On Monday, executives for two leading civil rights organizations — David Johns of National Black Justice Coalition and Kristen Clarke of Lawyers’ Committee for Civil Rights Under Law — released a joint statement on Taylor’s death.
“The National Black Justice Coalition (NBJC) and the Lawyers’ Committee for Civil Rights Under Law support calls for the FBI to aid the local investigation into the murder of Ja’Quarius Taylor given evidence suggesting that this was a potential hate crime,” the statement said in part before continuing. “The dangers faced by young, Black, LGBTQ+ people are disturbing and becoming increasingly violent and fatal. With the increase in reported hate crimes since President Trump took office, we are deeply concerned that there is not a full accounting of the violence that members of our community have faced. It is critical that the FBI support Washington Parish law enforcement by providing the resources necessary to ensure a full and fair investigation.”

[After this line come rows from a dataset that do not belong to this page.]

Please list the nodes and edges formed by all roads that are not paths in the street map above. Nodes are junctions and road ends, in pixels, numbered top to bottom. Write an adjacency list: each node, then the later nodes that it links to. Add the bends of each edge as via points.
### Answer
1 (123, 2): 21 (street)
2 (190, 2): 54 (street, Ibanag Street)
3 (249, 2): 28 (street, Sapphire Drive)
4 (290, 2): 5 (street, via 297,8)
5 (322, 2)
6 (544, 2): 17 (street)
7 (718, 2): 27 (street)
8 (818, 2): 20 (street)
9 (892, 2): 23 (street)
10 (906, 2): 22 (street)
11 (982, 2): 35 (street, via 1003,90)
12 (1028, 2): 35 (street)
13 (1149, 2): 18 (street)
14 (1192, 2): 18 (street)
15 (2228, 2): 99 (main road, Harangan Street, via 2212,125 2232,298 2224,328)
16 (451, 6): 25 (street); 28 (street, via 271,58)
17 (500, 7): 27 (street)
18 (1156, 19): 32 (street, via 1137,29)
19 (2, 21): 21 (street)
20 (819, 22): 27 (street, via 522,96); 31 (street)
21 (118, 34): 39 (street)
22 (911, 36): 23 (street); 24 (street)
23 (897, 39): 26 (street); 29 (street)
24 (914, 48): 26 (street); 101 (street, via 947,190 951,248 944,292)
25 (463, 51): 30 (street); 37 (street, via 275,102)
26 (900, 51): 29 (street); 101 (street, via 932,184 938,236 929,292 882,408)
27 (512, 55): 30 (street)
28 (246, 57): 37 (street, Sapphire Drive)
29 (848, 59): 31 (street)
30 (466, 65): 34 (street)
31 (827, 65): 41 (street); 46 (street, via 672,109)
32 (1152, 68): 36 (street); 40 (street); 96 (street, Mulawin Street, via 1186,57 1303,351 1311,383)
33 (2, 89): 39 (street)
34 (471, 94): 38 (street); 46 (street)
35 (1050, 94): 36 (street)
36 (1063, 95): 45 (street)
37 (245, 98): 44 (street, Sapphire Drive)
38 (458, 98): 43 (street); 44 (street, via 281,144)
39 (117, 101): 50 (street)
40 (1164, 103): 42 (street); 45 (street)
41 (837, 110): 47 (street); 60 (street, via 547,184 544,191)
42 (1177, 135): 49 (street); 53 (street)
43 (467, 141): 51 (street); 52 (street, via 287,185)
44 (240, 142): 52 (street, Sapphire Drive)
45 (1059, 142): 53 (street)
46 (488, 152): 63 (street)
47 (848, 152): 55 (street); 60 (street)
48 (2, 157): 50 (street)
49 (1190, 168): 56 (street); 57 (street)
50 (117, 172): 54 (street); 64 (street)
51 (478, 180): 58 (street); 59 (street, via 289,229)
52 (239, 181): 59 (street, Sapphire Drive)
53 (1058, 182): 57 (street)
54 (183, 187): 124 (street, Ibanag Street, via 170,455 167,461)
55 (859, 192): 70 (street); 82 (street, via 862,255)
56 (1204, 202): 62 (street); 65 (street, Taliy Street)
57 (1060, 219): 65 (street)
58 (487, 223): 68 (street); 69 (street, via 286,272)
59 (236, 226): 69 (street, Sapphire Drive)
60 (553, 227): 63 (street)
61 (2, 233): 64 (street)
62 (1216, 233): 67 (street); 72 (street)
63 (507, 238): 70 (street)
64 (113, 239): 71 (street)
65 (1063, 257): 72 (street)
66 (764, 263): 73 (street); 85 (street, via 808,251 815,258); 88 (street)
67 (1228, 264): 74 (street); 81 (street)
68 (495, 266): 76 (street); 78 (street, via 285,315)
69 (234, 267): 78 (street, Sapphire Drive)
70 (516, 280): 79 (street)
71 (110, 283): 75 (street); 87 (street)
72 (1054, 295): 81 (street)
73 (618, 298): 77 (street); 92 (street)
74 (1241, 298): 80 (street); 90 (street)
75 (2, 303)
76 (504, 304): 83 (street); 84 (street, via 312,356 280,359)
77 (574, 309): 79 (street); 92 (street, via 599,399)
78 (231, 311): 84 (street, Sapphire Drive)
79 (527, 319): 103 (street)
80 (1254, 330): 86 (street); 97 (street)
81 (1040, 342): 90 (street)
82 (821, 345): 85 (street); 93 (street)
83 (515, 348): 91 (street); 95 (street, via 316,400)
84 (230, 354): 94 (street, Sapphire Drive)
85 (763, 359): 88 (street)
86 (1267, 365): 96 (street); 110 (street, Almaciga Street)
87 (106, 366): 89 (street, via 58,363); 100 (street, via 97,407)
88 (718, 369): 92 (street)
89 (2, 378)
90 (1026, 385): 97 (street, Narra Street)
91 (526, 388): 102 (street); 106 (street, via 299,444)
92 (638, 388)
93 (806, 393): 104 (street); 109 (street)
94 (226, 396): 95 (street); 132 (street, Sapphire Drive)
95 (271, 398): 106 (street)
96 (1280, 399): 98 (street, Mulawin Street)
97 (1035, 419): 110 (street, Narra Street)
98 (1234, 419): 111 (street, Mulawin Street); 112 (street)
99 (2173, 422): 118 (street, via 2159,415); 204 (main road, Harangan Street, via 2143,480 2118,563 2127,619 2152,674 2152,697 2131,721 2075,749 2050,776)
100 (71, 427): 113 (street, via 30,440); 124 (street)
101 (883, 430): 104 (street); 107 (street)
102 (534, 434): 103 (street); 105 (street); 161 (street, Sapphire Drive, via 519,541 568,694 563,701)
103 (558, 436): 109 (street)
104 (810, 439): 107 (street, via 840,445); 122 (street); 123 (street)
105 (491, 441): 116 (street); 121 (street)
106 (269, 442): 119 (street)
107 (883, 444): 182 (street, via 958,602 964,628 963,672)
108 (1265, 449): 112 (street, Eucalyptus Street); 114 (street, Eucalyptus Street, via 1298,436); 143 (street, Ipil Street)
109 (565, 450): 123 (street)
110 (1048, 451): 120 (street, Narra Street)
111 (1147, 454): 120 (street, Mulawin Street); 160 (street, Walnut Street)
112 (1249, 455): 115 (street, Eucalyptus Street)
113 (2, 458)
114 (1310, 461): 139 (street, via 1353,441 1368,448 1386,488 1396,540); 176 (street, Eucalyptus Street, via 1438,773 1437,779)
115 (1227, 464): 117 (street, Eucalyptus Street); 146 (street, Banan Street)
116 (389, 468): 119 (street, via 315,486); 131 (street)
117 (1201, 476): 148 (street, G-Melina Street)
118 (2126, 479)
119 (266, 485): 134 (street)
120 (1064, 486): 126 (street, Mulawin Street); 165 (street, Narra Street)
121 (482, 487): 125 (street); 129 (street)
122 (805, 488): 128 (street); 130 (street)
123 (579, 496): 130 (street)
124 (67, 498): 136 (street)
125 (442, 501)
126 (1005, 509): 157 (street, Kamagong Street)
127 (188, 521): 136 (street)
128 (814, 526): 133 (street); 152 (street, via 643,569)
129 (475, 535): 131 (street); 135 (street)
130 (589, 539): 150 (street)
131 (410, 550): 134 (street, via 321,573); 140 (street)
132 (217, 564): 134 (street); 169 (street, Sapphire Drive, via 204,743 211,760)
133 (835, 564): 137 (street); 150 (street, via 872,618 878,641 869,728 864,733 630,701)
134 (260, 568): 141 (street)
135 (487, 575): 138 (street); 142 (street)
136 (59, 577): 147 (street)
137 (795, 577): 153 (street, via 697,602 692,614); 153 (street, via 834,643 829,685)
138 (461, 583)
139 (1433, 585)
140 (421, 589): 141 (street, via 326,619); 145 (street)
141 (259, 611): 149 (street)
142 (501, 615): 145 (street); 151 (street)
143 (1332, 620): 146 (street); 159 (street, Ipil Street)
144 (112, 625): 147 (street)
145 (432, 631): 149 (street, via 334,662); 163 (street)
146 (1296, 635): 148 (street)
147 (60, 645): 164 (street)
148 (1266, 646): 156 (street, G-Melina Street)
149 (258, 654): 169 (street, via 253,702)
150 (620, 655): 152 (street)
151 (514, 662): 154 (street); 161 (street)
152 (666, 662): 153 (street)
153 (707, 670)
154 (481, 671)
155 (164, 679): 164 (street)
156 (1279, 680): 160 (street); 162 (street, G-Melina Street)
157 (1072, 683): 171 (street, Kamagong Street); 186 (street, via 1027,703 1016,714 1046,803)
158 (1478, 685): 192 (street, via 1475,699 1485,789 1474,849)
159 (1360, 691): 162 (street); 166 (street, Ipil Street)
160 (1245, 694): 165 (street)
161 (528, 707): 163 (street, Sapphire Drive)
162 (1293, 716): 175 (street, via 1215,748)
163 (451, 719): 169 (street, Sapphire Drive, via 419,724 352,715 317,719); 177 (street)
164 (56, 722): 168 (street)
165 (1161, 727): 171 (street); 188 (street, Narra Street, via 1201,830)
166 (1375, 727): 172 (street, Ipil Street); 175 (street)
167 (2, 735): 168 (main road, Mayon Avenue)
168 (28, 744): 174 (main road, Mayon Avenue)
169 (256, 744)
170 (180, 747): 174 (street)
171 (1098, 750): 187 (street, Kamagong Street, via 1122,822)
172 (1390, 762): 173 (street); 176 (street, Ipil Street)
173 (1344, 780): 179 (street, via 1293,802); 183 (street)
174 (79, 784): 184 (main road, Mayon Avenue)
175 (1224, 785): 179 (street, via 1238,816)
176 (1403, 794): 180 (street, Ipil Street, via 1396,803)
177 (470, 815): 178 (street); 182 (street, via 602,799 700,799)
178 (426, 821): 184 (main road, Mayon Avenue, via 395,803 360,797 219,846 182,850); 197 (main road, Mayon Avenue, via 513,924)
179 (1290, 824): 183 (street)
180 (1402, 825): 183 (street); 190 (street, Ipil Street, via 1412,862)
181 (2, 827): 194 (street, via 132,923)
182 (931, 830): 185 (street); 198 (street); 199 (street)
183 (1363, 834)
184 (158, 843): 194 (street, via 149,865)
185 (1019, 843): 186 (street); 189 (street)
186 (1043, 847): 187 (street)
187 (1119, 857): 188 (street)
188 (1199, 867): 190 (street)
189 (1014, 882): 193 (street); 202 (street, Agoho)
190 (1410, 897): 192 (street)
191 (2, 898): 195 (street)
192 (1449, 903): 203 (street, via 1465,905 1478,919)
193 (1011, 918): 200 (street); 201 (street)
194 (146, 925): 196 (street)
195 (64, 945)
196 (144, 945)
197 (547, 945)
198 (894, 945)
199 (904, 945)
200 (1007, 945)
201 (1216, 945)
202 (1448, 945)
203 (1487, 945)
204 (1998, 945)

The Washington Parish sheriff’s department and the FBI said they will treat Taylor’s death as a hate crime if evidence warrants. They also denied accusations of conflicts of interest. “The FBI takes seriously all acts or threats of violence and is committed to investigating crimes that are potentially hate-motivated and we continue to work with all our community partners,” said the FBI in a statement.
According to NBC News, one out of every five reported hate crimes in 2018 was motivated by anti-LGBTQ bias. Approximately 60 percent of these crimes targeted gay men, according to the most recent FBI hate crime data.